MUTAGENIC AND RECOMBINOGENIC ACTION OF DNA MONOADDUCTS PHOTOINDUCED BY THE BIFUNCTIONAL FUROCOUMARIN 8‐METHOXYPSORALEN IN YEAST (Saccharomyces cerevisiae)

Abstract

Abstract—For the same furocoumarin 8‐MOP and the same total number of photoadditions, the genetic activity of DNA monoadducts and a mixture of mono‐ and biadducts photoinduced by the bifunctional furocoumarin 8‐methoxypsoralen (8‐MOP) is compared in the yeastSaccharomyces cerevisiae.In the presence of 8‐MOP, 405 nm irradiation induces only monoadducts, whereas 365 nm irradiation induces mono‐ and biadducts (interstrand cross‐links) in DNA. This is shown by heat denaturation‐renaturation experiments on calf thymus DNA treatedin vitroand by alkaline step elution analysis of DNA from treated yeast cells.
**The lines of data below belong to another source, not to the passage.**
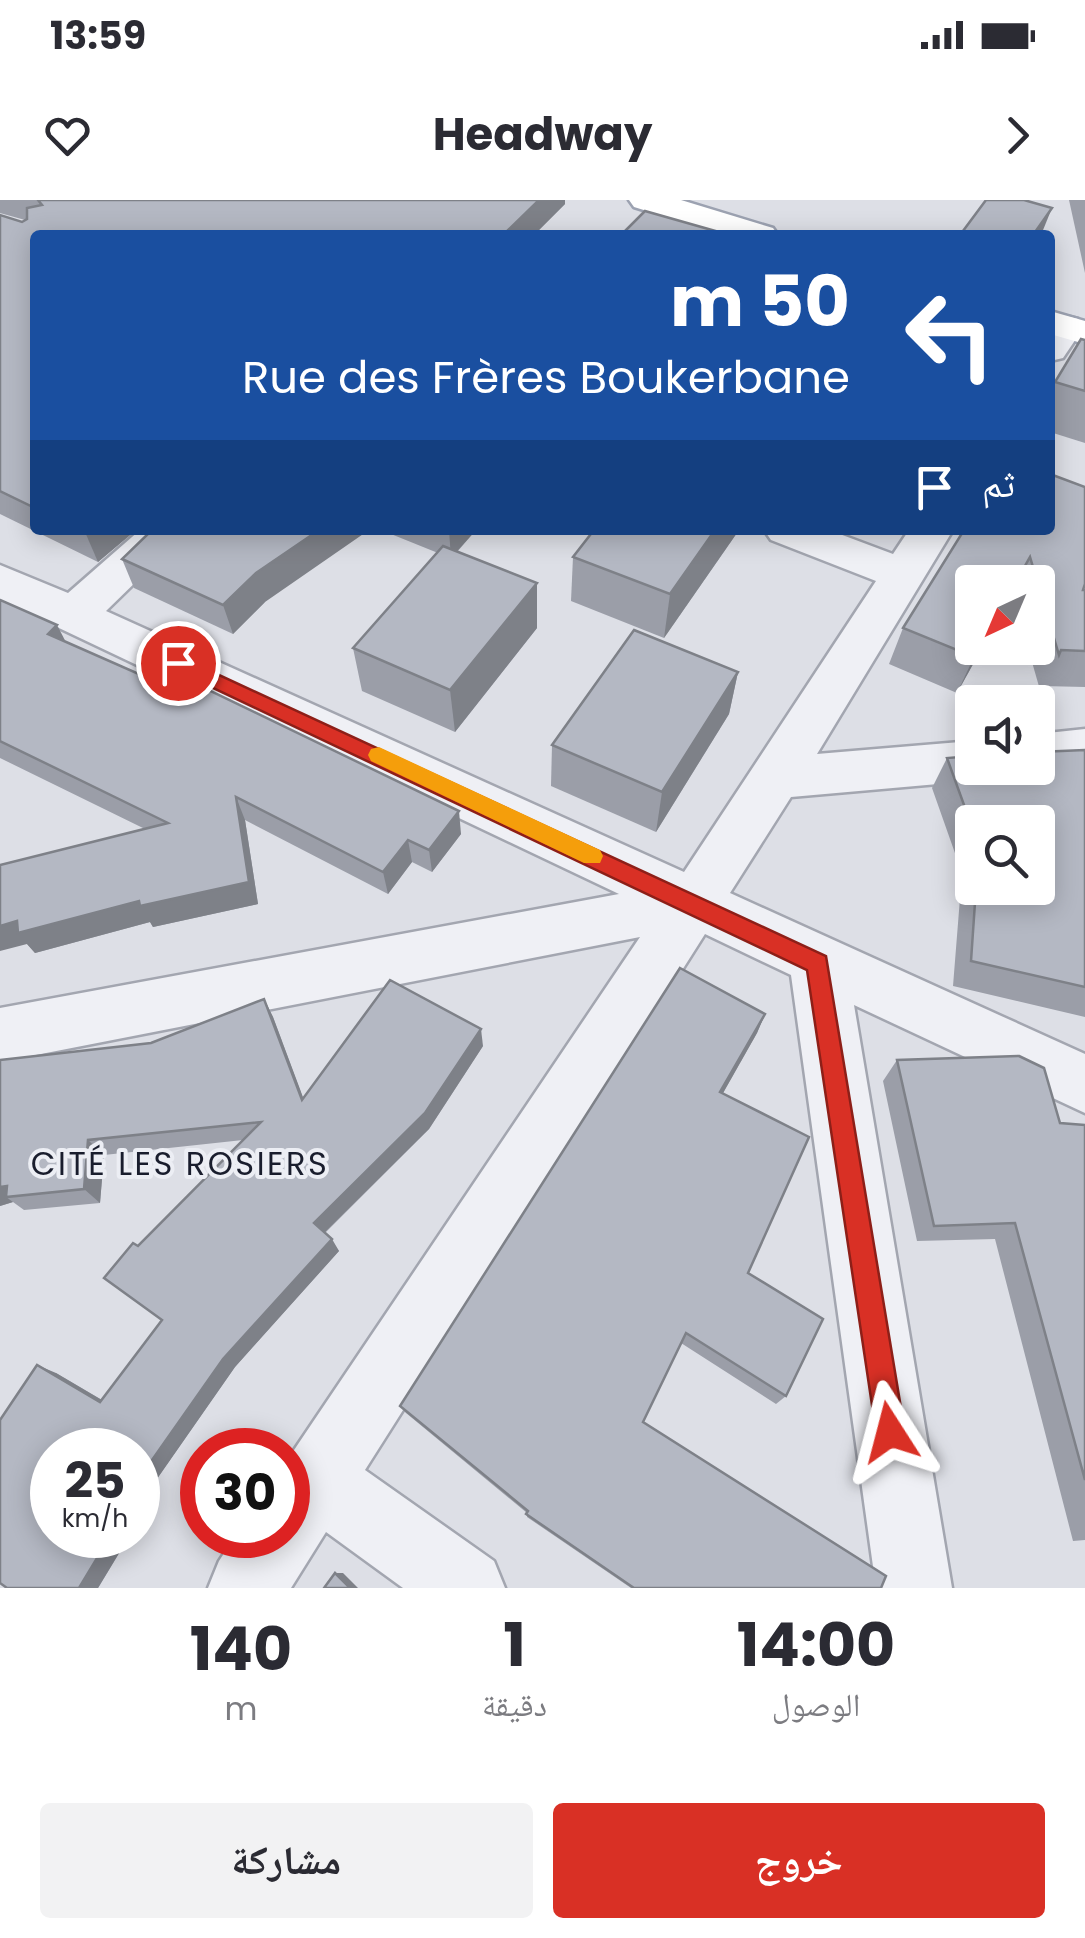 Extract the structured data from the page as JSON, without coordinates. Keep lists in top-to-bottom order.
{
  "districts": ["CITÉ LES ROSIERS"],
  "north": "bottom left",
  "page": {
    "status": "13:59",
    "header": "Headway",
    "turn": ["50 m", "Rue des Frères Boukerbane"],
    "then": "ثم",
    "speed": "25 km/h",
    "limit": "30",
    "eta": [
      "14:00",
      "الوصول",
      "1",
      "دقيقة",
      "140",
      "m"
    ],
    "buttons": ["خروج", "مشاركة"]
  }
} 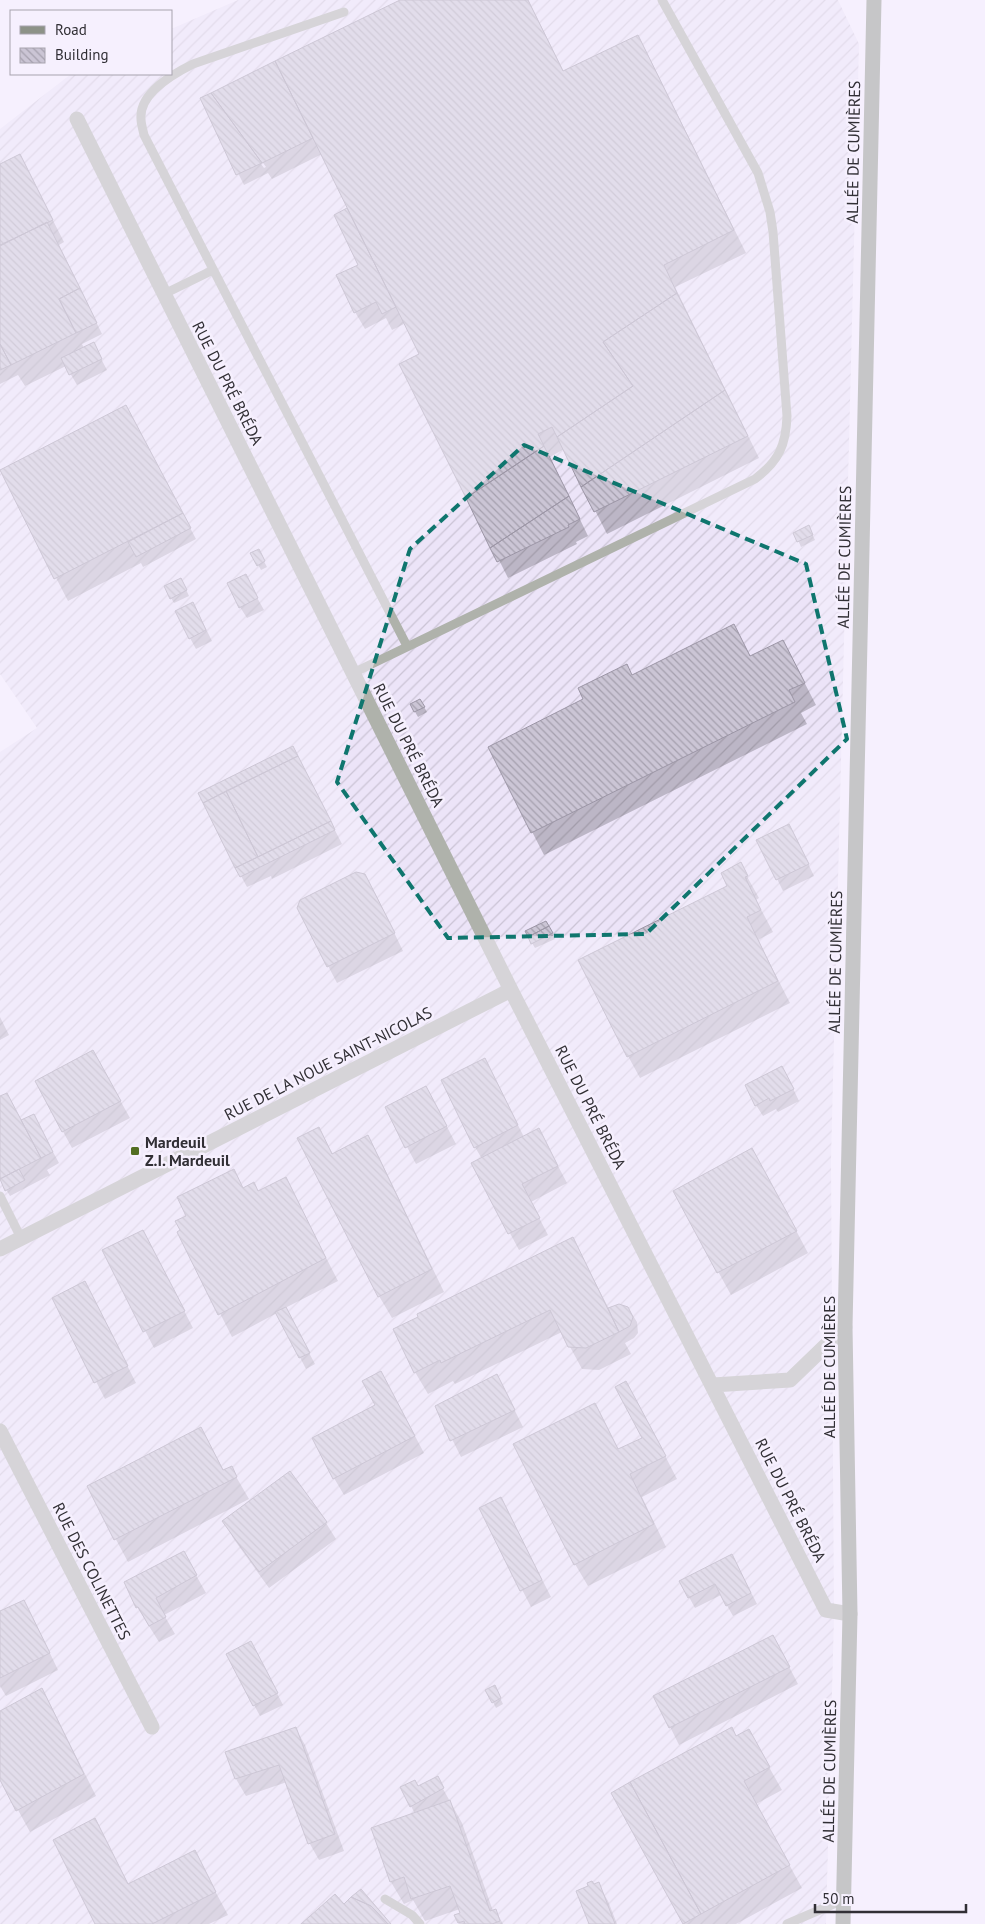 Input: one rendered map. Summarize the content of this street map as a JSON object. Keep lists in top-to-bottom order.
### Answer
{
  "streets": {
    "main road": ["ALLÉE DE CUMIÈRES"],
    "street": ["RUE DU PRÉ BRÉDA", "RUE DE LA NOUE SAINT-NICOLAS", "RUE DES COLINETTES"]
  },
  "crossings": [
    ["ALLÉE DE CUMIÈRES", "RUE DU PRÉ BRÉDA"],
    ["RUE DU PRÉ BRÉDA", "RUE DE LA NOUE SAINT-NICOLAS"]
  ],
  "places": {
    "transit": ["Mardeuil Z.I. Mardeuil"]
  },
  "legend": ["Road", "Building"],
  "scale_bar": "50 m"
} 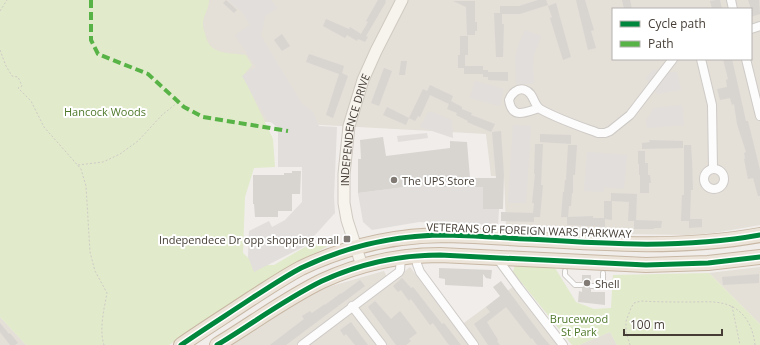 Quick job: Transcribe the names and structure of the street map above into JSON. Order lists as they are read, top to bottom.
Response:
{
  "streets": {
    "highway": ["VETERANS OF FOREIGN WARS PARKWAY"],
    "main road": ["INDEPENDENCE DRIVE"]
  },
  "crossings": [
    ["INDEPENDENCE DRIVE", "VETERANS OF FOREIGN WARS PARKWAY"]
  ],
  "parks": ["Hancock Woods", "Brucewood St Park"],
  "places": {
    "other": ["The UPS Store", "Shell"],
    "transit": ["Independece Dr opp shopping mall"]
  },
  "legend": ["Cycle path", "Path"],
  "scale_bar": "100 m"
} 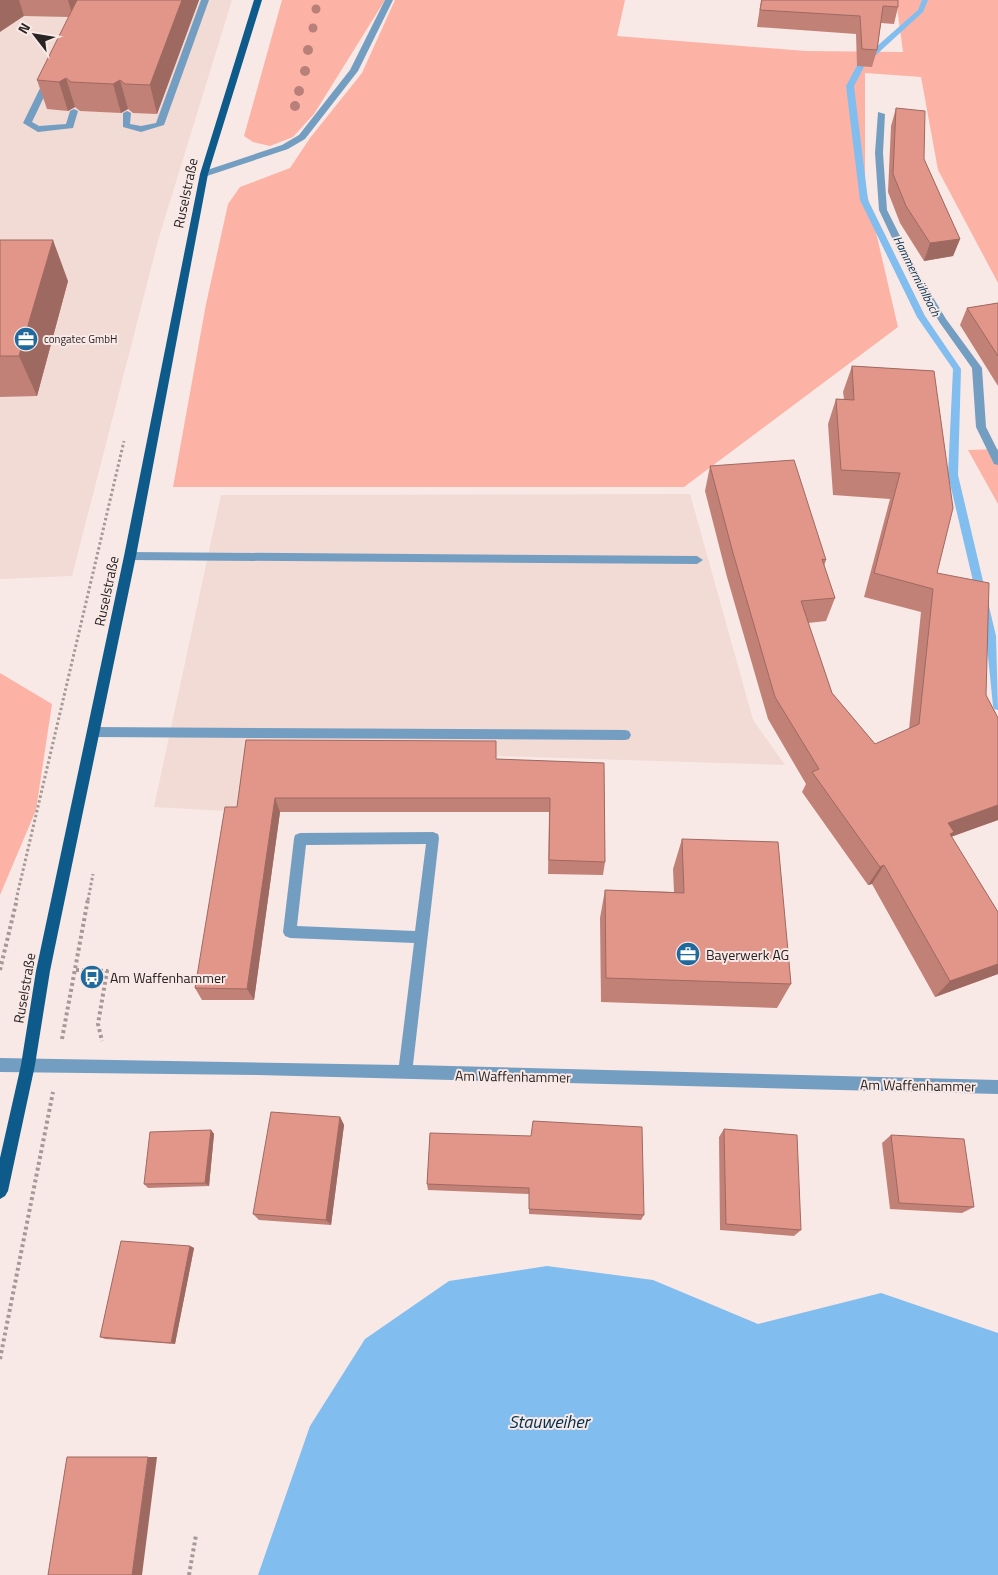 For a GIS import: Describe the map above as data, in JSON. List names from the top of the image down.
{
  "streets": {
    "main road": ["Ruselstraße"],
    "street": ["Am Waffenhammer"]
  },
  "crossings": [
    ["Ruselstraße", "Am Waffenhammer"]
  ],
  "water": ["Hammermühlbach", "Stauweiher"],
  "places": {
    "office": ["congatec GmbH", "Bayerwerk AG"],
    "bus stop": ["Am Waffenhammer"]
  },
  "north": "top left"
} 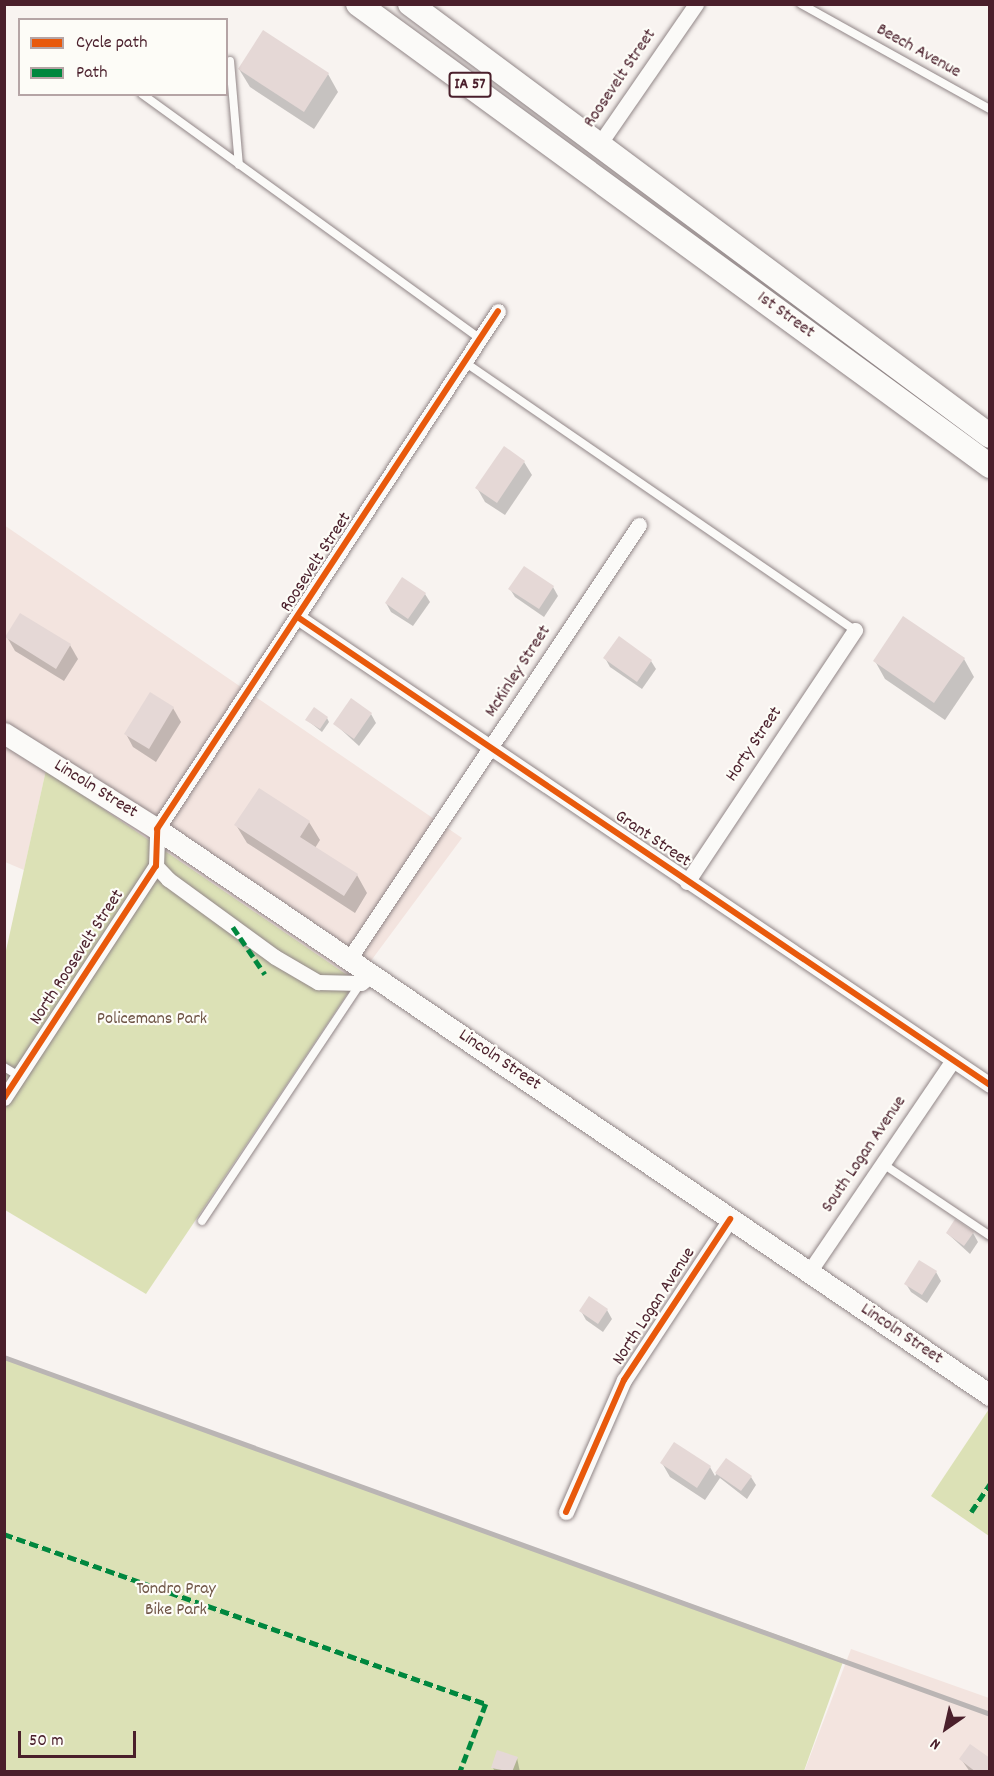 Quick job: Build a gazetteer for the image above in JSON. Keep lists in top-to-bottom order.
{
  "streets": {
    "main road": ["IA 57", "1st Street", "Lincoln Street"],
    "street": [
      "Roosevelt Street",
      "McKinley Street",
      "Horty Street",
      "Grant Street",
      "North Roosevelt Street",
      "South Logan Avenue",
      "North Logan Avenue"
    ],
    "lane": ["Beech Avenue"]
  },
  "crossings": [
    ["Roosevelt Street", "IA 57"],
    ["Roosevelt Street", "1st Street"],
    ["Roosevelt Street", "Lincoln Street"],
    ["Roosevelt Street", "Grant Street"],
    ["IA 57", "1st Street"],
    ["McKinley Street", "Lincoln Street"],
    ["McKinley Street", "Grant Street"],
    ["Horty Street", "Grant Street"],
    ["Lincoln Street", "South Logan Avenue"],
    ["Lincoln Street", "North Logan Avenue"],
    ["Grant Street", "South Logan Avenue"]
  ],
  "parks": ["Policemans Park", "Tondro Pray Bike Park"],
  "legend": ["Cycle path", "Path"],
  "scale_bar": "50 m",
  "north": "bottom left"
}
For the same photobinding of tritiated 8‐MOP to DNA in diploid yeast, about 20 times higher doses are needed with 405 nm than with 365 nm irradiation. Re‐irradiation experiments reveal that part of the monoadducts induced by 8‐MOP and 405 nm irradiation can be effectively converted into DNA interstrand cross‐links by exposures to 365 nm radiation after washing‐out of unbound 8‐MOP molecules. 8‐MOP and 405 nm irradiation induce per lethal hit cytoplasmic “petite” mutations in yeast as efficiently as the monofunctional furocoumarin 3‐carbethoxypsoralen (3‐CPs) and 365 nm irradiation, both treatments being much more efficient than 8‐MOP and 365 nm irradiation. At equal survival, treatments with 8‐MOP and 405 nm radiation are clearly less efficient than treatments with 8‐MOP and 365 nm radiation for the induction of forward (CAN*) and reverse (HIS+) mutations in haploïd yeast and for the induction of mutations (ILV+) and genetically aberrant colonies including mitotic crossing‐over in diploid yeast. The two treatments are equally efficient for the induction of mitotic gene conversion. At equal photobinding of 8‐MOP, the monoadducts induced by 405 nm irradiation are found less effective than the mixture of mono‐and biadducts induced by 365 nm irradiation for the induction of cell killing, mutations and mitotic recombination.